[Materials provided]:
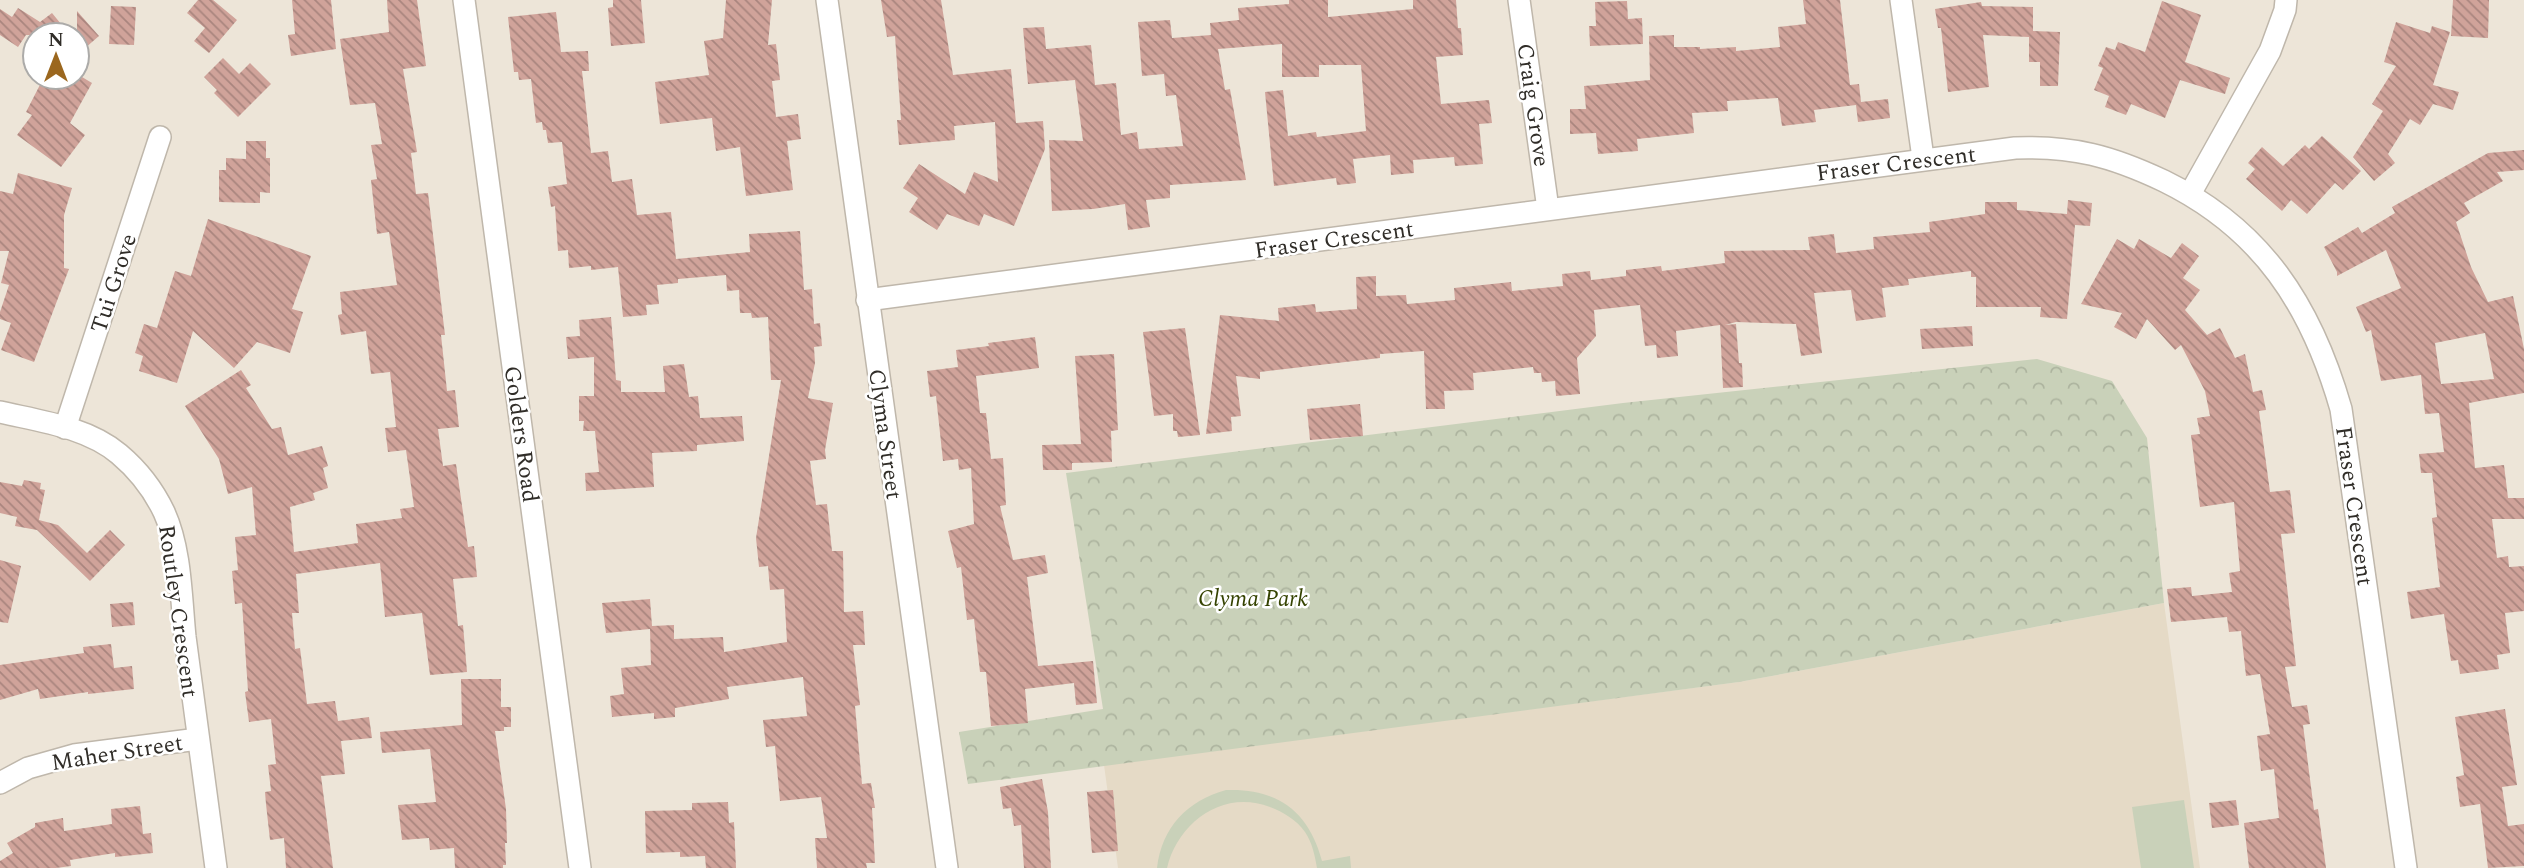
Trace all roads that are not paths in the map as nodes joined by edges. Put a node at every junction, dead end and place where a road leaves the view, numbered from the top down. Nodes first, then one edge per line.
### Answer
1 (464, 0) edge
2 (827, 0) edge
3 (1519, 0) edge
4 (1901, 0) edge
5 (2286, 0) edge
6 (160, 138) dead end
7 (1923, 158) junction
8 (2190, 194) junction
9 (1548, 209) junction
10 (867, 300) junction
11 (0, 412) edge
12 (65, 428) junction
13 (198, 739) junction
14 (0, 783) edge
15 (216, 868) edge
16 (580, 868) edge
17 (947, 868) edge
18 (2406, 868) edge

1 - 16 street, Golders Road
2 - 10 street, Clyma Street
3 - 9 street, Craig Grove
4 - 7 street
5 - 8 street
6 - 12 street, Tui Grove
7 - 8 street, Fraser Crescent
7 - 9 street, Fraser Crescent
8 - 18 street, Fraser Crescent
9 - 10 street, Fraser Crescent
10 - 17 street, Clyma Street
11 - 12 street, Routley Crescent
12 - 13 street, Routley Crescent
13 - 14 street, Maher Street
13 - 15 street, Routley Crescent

[Problem]: Only the pictures are to be left out; all other material is to be output exactly.

[Response to the exercise]:
Trace all roads that are not paths in the map as nodes joined by edges. Put a node at every junction, dead end and place where a road leaves the view, numbered from the top down. Nodes first, then one edge per line.
### Answer
1 (464, 0) edge
2 (827, 0) edge
3 (1519, 0) edge
4 (1901, 0) edge
5 (2286, 0) edge
6 (160, 138) dead end
7 (1923, 158) junction
8 (2190, 194) junction
9 (1548, 209) junction
10 (867, 300) junction
11 (0, 412) edge
12 (65, 428) junction
13 (198, 739) junction
14 (0, 783) edge
15 (216, 868) edge
16 (580, 868) edge
17 (947, 868) edge
18 (2406, 868) edge

1 - 16 street, Golders Road
2 - 10 street, Clyma Street
3 - 9 street, Craig Grove
4 - 7 street
5 - 8 street
6 - 12 street, Tui Grove
7 - 8 street, Fraser Crescent
7 - 9 street, Fraser Crescent
8 - 18 street, Fraser Crescent
9 - 10 street, Fraser Crescent
10 - 17 street, Clyma Street
11 - 12 street, Routley Crescent
12 - 13 street, Routley Crescent
13 - 14 street, Maher Street
13 - 15 street, Routley Crescent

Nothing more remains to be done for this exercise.